Saved data entries
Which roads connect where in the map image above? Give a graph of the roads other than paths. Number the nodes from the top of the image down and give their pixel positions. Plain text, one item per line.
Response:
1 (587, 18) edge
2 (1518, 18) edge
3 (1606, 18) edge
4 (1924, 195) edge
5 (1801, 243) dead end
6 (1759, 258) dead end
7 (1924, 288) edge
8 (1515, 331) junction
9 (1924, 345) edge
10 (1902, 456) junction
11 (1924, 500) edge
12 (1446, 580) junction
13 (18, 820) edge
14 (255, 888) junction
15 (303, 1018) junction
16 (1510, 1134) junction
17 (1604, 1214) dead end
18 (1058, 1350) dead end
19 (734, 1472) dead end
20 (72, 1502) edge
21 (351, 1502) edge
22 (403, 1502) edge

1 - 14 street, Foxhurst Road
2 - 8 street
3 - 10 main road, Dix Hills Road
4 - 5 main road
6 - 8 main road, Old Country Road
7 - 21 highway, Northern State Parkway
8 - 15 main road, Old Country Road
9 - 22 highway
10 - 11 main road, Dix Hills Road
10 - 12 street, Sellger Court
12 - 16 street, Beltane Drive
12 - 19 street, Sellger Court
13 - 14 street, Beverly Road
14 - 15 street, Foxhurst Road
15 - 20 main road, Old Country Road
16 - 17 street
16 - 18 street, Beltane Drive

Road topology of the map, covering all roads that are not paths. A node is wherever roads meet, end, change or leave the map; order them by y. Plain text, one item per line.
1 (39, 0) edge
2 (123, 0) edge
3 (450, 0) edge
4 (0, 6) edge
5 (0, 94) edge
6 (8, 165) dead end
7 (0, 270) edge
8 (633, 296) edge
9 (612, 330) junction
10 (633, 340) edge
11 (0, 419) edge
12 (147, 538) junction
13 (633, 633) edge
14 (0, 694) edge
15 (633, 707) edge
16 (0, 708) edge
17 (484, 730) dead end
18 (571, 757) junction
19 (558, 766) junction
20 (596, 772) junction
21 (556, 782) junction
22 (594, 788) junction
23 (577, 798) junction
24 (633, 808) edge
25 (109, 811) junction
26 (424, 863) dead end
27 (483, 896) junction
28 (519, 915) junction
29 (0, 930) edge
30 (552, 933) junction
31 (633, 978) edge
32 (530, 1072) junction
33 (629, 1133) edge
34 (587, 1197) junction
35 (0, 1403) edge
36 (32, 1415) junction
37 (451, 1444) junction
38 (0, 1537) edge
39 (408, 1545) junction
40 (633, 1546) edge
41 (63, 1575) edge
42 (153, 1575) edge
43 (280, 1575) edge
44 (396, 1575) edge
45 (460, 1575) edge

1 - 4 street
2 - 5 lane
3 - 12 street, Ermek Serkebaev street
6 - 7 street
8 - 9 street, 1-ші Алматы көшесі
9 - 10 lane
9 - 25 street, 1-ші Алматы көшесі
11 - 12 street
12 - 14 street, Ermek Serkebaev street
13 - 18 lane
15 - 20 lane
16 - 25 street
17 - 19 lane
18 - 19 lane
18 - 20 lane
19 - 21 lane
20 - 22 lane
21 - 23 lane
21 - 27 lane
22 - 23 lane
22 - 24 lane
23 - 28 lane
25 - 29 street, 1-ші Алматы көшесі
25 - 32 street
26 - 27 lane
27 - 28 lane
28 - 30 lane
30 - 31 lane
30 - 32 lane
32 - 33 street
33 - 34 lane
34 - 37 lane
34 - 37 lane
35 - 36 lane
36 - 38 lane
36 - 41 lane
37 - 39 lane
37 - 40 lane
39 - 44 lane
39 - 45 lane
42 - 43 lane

What to do: Tally the lines of the entries that include the word "Ermek" and give only the total.

Written response: 2